→ **Extracted entries**
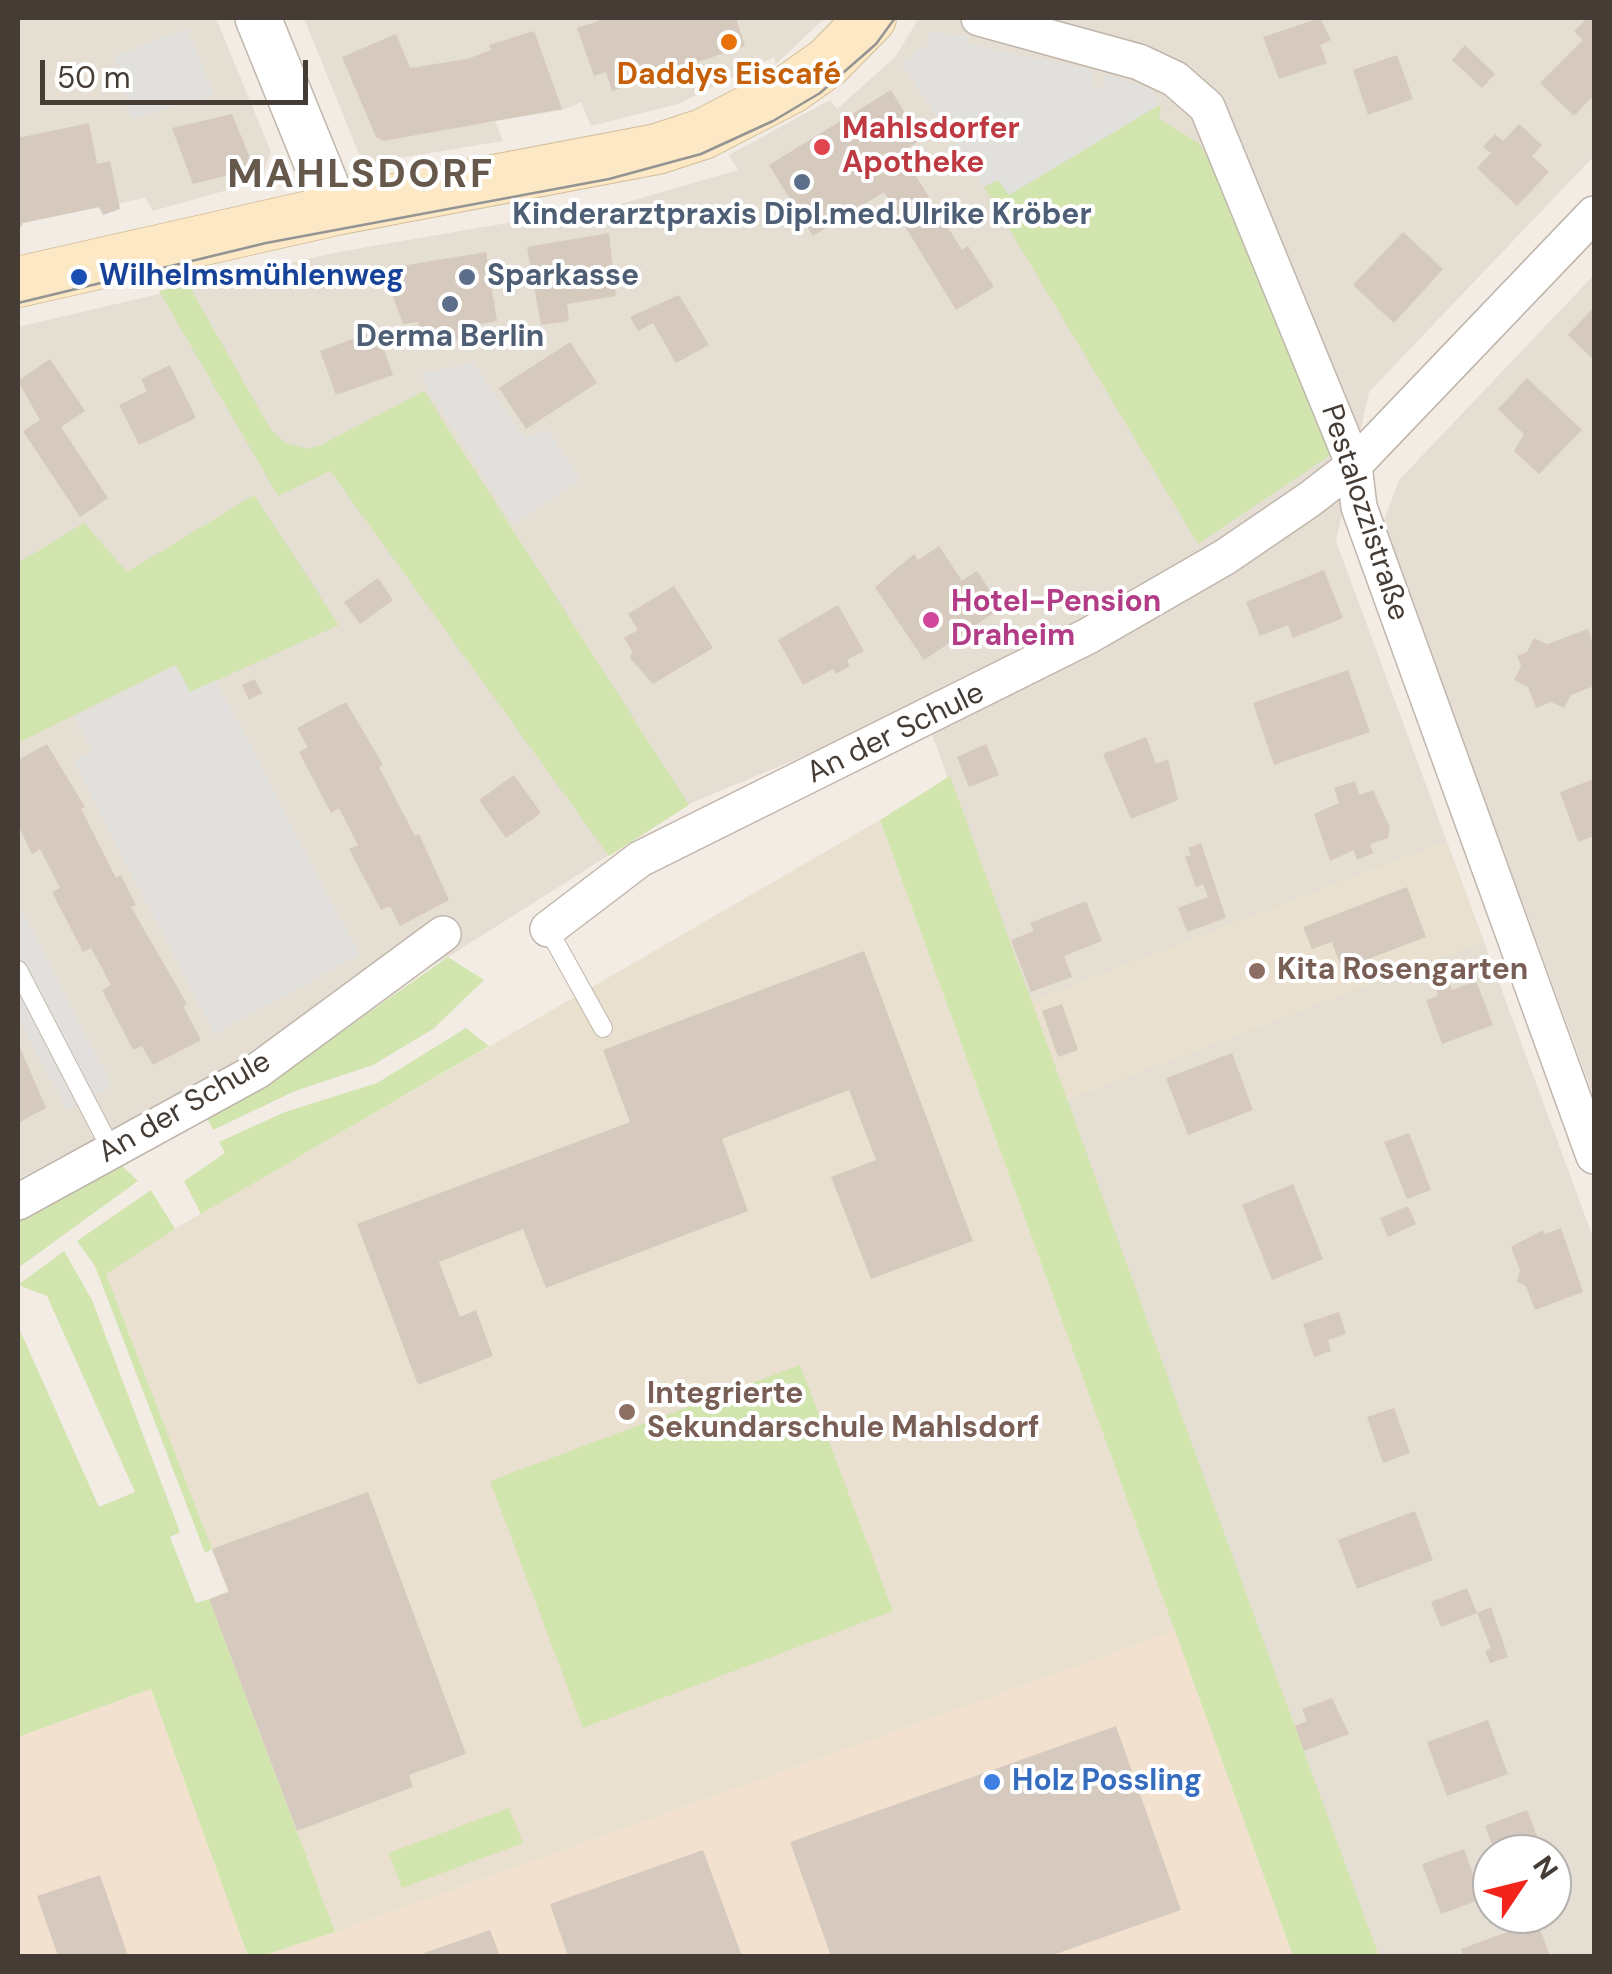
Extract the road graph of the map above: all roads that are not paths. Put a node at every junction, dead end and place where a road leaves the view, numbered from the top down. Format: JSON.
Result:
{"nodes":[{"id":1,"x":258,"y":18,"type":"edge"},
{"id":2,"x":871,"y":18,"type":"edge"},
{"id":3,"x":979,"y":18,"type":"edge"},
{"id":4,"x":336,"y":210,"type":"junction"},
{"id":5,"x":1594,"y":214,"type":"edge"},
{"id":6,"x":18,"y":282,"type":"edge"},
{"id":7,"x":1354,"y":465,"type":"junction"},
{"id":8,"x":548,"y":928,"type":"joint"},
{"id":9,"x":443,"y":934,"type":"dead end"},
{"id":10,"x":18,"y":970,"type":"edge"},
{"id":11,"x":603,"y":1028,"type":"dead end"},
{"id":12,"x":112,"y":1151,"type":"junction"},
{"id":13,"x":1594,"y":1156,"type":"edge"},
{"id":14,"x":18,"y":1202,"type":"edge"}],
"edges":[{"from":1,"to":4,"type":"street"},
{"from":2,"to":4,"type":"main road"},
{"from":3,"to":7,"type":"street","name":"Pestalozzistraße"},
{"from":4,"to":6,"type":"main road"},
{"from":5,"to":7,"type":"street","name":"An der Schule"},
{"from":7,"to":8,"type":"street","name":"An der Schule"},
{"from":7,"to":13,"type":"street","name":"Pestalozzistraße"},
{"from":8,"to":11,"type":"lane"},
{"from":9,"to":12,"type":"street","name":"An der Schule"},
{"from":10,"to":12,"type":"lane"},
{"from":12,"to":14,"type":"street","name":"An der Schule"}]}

→ **Directions for this task**
Return the material from above in full, exactly as written, with the pictures omitted.

→ **Written solution**
Extract the road graph of the map above: all roads that are not paths. Put a node at every junction, dead end and place where a road leaves the view, numbered from the top down. Format: JSON.
Result:
{"nodes":[{"id":1,"x":258,"y":18,"type":"edge"},
{"id":2,"x":871,"y":18,"type":"edge"},
{"id":3,"x":979,"y":18,"type":"edge"},
{"id":4,"x":336,"y":210,"type":"junction"},
{"id":5,"x":1594,"y":214,"type":"edge"},
{"id":6,"x":18,"y":282,"type":"edge"},
{"id":7,"x":1354,"y":465,"type":"junction"},
{"id":8,"x":548,"y":928,"type":"joint"},
{"id":9,"x":443,"y":934,"type":"dead end"},
{"id":10,"x":18,"y":970,"type":"edge"},
{"id":11,"x":603,"y":1028,"type":"dead end"},
{"id":12,"x":112,"y":1151,"type":"junction"},
{"id":13,"x":1594,"y":1156,"type":"edge"},
{"id":14,"x":18,"y":1202,"type":"edge"}],
"edges":[{"from":1,"to":4,"type":"street"},
{"from":2,"to":4,"type":"main road"},
{"from":3,"to":7,"type":"street","name":"Pestalozzistraße"},
{"from":4,"to":6,"type":"main road"},
{"from":5,"to":7,"type":"street","name":"An der Schule"},
{"from":7,"to":8,"type":"street","name":"An der Schule"},
{"from":7,"to":13,"type":"street","name":"Pestalozzistraße"},
{"from":8,"to":11,"type":"lane"},
{"from":9,"to":12,"type":"street","name":"An der Schule"},
{"from":10,"to":12,"type":"lane"},
{"from":12,"to":14,"type":"street","name":"An der Schule"}]}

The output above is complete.